======== The data

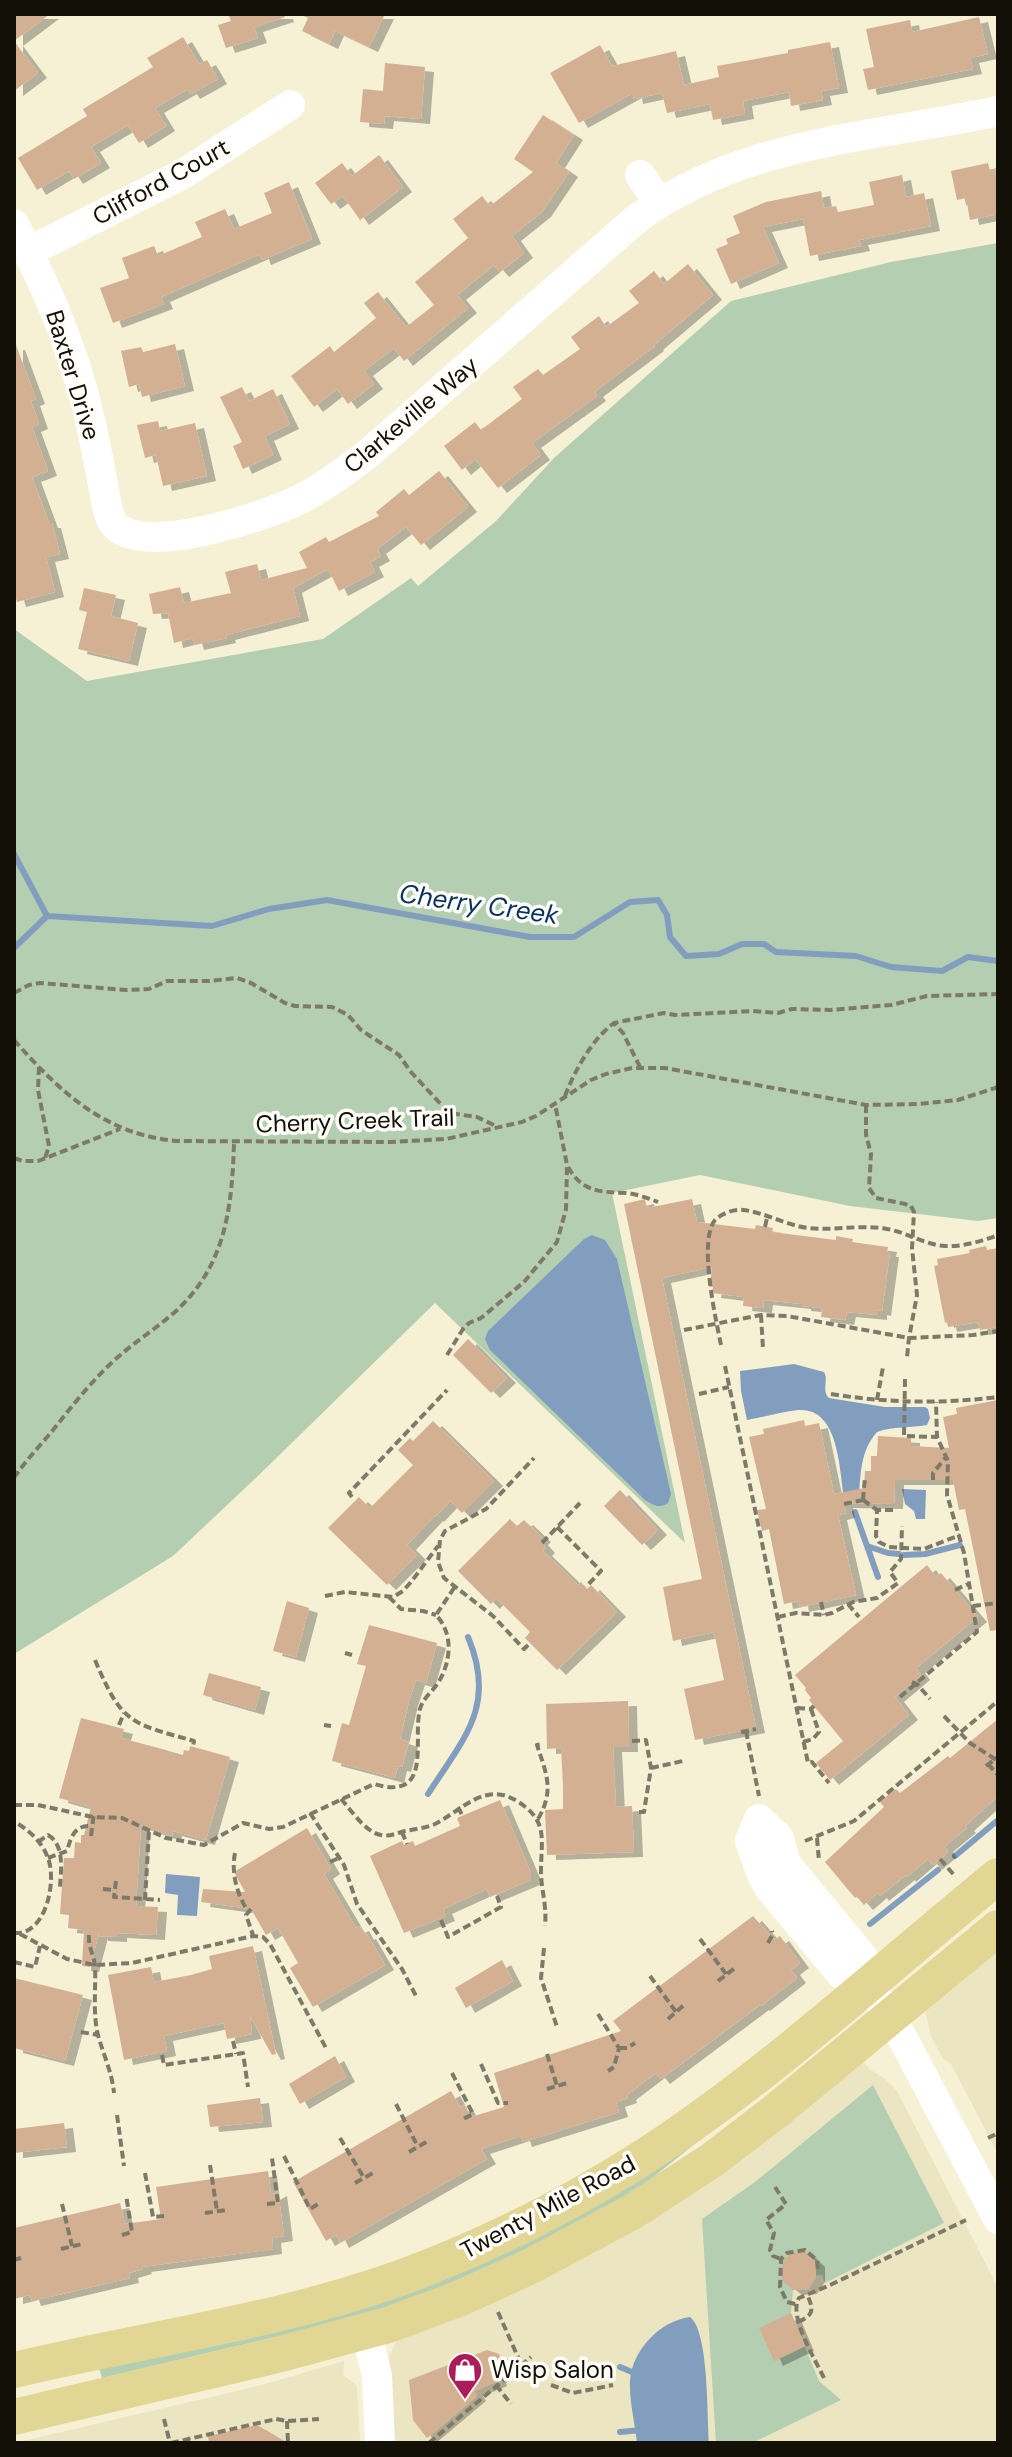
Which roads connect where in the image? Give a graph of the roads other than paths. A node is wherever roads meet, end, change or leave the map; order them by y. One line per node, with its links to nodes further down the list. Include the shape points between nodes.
1 (290, 105): 6 (street, Clifford Court, via 183,174)
2 (998, 111): 4 (street, Clarkeville Way, via 764,157 705,178)
3 (640, 175): 4 (street)
4 (659, 203): 7 (street, Clarkeville Way, via 325,485 260,515 197,531 153,538)
5 (14, 224): 6 (street, Baxter Drive)
6 (28, 252): 7 (street, Baxter Drive, via 73,362 108,511)
7 (121, 529)
8 (998, 1876): 10 (main road, Twenty Mile Road)
9 (998, 1928): 11 (main road, Twenty Mile Road)
10 (868, 1983): 10 (street, via 863,1957 786,1864 779,1838 759,1819 750,1841 770,1889 841,1974); 11 (street); 14 (main road, Twenty Mile Road, via 688,2127 599,2184 506,2233 417,2271 314,2305)
11 (890, 2017): 12 (street); 13 (main road, Twenty Mile Road, via 743,2137 632,2212 496,2283)
12 (998, 2219)
13 (366, 2330): 15 (main road, Twenty Mile Road); 16 (street, via 377,2376)
14 (14, 2370)
15 (14, 2417)
16 (380, 2443)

================

• What is being asked: Word for word, repeat the data above with the pictures left out.

• Task result:
Which roads connect where in the image? Give a graph of the roads other than paths. A node is wherever roads meet, end, change or leave the map; order them by y. One line per node, with its links to nodes further down the list. Include the shape points between nodes.
1 (290, 105): 6 (street, Clifford Court, via 183,174)
2 (998, 111): 4 (street, Clarkeville Way, via 764,157 705,178)
3 (640, 175): 4 (street)
4 (659, 203): 7 (street, Clarkeville Way, via 325,485 260,515 197,531 153,538)
5 (14, 224): 6 (street, Baxter Drive)
6 (28, 252): 7 (street, Baxter Drive, via 73,362 108,511)
7 (121, 529)
8 (998, 1876): 10 (main road, Twenty Mile Road)
9 (998, 1928): 11 (main road, Twenty Mile Road)
10 (868, 1983): 10 (street, via 863,1957 786,1864 779,1838 759,1819 750,1841 770,1889 841,1974); 11 (street); 14 (main road, Twenty Mile Road, via 688,2127 599,2184 506,2233 417,2271 314,2305)
11 (890, 2017): 12 (street); 13 (main road, Twenty Mile Road, via 743,2137 632,2212 496,2283)
12 (998, 2219)
13 (366, 2330): 15 (main road, Twenty Mile Road); 16 (street, via 377,2376)
14 (14, 2370)
15 (14, 2417)
16 (380, 2443)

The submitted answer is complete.